What you are asked to do:
Copy every line of the entries that includes the word "Regalcrest".

Data shown:

......

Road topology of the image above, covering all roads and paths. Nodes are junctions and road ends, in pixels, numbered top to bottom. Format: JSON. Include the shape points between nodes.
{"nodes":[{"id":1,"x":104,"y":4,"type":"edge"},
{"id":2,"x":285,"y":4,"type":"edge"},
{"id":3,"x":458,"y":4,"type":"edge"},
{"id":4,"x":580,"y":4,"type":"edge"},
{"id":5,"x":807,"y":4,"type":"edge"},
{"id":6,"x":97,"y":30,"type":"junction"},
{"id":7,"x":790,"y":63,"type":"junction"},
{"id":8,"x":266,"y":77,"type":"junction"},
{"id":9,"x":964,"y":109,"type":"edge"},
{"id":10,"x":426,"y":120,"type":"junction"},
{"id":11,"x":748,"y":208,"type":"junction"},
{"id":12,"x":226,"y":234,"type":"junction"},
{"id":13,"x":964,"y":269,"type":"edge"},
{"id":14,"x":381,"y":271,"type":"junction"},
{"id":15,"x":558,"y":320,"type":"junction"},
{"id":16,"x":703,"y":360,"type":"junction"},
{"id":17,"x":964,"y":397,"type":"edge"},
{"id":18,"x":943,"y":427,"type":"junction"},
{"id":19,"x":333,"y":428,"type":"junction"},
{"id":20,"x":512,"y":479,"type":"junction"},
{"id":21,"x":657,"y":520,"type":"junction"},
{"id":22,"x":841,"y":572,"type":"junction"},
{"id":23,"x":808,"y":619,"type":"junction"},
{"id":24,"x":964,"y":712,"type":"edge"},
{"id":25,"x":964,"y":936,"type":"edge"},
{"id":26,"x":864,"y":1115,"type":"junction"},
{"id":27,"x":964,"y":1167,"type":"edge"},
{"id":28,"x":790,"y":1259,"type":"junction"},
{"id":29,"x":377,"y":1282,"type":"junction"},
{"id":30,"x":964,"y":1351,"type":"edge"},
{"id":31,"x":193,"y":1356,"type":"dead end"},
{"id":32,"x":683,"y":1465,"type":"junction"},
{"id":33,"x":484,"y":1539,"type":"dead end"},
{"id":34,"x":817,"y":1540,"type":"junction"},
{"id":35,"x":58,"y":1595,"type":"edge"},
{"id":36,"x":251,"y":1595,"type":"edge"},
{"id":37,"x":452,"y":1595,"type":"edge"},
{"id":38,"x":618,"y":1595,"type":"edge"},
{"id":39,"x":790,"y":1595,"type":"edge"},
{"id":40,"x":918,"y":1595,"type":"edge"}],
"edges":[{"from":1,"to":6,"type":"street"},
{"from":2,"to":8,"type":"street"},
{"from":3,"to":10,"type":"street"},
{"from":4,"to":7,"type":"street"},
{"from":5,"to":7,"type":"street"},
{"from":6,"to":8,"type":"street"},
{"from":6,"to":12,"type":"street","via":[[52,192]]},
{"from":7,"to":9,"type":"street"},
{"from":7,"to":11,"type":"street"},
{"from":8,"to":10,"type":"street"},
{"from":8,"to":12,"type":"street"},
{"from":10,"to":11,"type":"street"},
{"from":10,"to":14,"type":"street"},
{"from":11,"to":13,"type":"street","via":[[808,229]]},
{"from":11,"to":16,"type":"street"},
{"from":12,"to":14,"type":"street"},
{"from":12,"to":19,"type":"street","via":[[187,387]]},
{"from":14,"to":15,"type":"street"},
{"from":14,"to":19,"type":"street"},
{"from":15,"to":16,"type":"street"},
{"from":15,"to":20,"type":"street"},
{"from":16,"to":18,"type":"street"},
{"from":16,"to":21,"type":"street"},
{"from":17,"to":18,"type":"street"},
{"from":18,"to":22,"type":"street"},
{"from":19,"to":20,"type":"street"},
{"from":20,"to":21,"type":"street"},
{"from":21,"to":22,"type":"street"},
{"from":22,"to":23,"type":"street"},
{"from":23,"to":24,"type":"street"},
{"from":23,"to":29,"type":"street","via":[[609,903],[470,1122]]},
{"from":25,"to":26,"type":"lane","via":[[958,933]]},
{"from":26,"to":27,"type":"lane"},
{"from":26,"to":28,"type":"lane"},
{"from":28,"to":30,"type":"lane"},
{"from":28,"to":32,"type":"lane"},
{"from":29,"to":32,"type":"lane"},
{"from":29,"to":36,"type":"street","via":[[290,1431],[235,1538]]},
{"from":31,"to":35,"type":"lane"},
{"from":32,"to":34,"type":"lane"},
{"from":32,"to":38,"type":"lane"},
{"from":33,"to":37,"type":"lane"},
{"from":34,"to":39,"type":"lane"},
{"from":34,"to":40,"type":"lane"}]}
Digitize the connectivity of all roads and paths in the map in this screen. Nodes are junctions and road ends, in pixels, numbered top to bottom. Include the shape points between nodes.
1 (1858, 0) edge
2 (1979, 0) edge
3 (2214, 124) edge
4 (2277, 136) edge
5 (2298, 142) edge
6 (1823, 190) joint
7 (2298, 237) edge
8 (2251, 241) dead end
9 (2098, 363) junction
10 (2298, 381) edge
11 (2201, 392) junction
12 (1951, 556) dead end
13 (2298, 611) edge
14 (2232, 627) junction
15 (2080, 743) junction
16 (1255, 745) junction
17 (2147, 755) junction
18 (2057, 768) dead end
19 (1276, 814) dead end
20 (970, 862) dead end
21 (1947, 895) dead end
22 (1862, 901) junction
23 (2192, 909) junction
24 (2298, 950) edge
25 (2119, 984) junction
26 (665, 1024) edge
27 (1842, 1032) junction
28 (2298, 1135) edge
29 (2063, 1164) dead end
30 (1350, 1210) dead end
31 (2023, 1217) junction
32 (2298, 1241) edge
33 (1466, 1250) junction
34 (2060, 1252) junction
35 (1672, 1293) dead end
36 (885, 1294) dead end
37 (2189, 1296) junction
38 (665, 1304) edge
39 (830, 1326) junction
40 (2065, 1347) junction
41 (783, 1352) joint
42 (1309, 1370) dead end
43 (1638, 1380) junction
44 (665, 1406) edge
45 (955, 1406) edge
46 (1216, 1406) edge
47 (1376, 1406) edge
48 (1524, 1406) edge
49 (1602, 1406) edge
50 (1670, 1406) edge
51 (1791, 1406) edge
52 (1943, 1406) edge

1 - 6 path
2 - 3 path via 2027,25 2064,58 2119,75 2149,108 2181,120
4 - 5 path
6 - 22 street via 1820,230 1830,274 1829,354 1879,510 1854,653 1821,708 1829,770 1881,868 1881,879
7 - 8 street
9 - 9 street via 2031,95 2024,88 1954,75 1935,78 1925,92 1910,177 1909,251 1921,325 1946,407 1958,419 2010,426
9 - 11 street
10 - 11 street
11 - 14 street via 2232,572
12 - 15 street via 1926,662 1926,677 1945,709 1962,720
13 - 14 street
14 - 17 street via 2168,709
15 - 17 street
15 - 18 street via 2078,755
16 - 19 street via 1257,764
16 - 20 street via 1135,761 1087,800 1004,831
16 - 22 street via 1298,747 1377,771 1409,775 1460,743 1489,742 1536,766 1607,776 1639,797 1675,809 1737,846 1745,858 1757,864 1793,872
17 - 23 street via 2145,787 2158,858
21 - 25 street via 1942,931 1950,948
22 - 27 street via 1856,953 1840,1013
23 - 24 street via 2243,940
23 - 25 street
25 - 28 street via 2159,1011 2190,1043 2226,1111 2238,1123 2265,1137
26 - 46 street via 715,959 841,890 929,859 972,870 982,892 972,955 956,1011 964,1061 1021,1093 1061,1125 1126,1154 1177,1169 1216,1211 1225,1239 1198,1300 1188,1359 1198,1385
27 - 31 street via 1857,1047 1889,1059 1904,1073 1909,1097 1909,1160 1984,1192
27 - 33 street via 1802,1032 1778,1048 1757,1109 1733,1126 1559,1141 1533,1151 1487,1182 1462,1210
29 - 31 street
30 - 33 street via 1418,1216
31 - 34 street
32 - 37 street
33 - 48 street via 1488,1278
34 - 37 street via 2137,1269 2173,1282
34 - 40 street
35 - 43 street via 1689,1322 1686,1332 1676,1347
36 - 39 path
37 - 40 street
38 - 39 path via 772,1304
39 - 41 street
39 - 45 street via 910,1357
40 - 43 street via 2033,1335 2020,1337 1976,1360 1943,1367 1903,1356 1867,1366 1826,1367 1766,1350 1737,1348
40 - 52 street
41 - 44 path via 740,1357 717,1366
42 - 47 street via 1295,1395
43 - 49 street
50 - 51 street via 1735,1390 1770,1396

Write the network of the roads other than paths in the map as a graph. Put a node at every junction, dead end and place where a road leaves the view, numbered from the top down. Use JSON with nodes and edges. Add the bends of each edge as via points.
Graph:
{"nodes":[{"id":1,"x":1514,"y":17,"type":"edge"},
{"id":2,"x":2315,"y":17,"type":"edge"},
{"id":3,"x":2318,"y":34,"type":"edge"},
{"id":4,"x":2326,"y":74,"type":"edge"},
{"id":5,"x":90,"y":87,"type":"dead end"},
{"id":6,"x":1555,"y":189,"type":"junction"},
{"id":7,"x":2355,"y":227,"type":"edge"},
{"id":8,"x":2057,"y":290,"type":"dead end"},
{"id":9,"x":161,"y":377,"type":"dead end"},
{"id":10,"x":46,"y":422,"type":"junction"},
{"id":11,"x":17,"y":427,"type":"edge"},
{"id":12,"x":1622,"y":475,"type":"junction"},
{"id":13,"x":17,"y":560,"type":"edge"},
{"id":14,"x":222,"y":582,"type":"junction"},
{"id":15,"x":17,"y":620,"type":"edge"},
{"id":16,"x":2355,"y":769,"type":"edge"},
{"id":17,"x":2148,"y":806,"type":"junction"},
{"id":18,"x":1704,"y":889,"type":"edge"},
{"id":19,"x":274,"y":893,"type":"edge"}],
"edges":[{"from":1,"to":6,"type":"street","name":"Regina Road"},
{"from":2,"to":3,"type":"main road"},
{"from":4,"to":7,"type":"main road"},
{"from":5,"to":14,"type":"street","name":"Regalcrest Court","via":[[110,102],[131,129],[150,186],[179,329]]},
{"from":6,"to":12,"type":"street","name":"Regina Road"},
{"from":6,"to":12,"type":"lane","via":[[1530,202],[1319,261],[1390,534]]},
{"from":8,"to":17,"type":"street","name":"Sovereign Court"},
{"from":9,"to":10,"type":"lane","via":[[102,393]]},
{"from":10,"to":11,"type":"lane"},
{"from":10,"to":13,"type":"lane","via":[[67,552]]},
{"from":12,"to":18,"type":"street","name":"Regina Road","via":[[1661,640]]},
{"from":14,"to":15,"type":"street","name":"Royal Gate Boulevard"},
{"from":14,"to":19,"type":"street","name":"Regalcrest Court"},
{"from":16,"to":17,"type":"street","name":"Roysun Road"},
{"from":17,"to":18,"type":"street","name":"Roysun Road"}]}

......

Response to the exercise:
{"from":5,"to":14,"type":"street","name":"Regalcrest Court","via":[[110,102],[131,129],[150,186],[179,329]]},
{"from":14,"to":19,"type":"street","name":"Regalcrest Court"},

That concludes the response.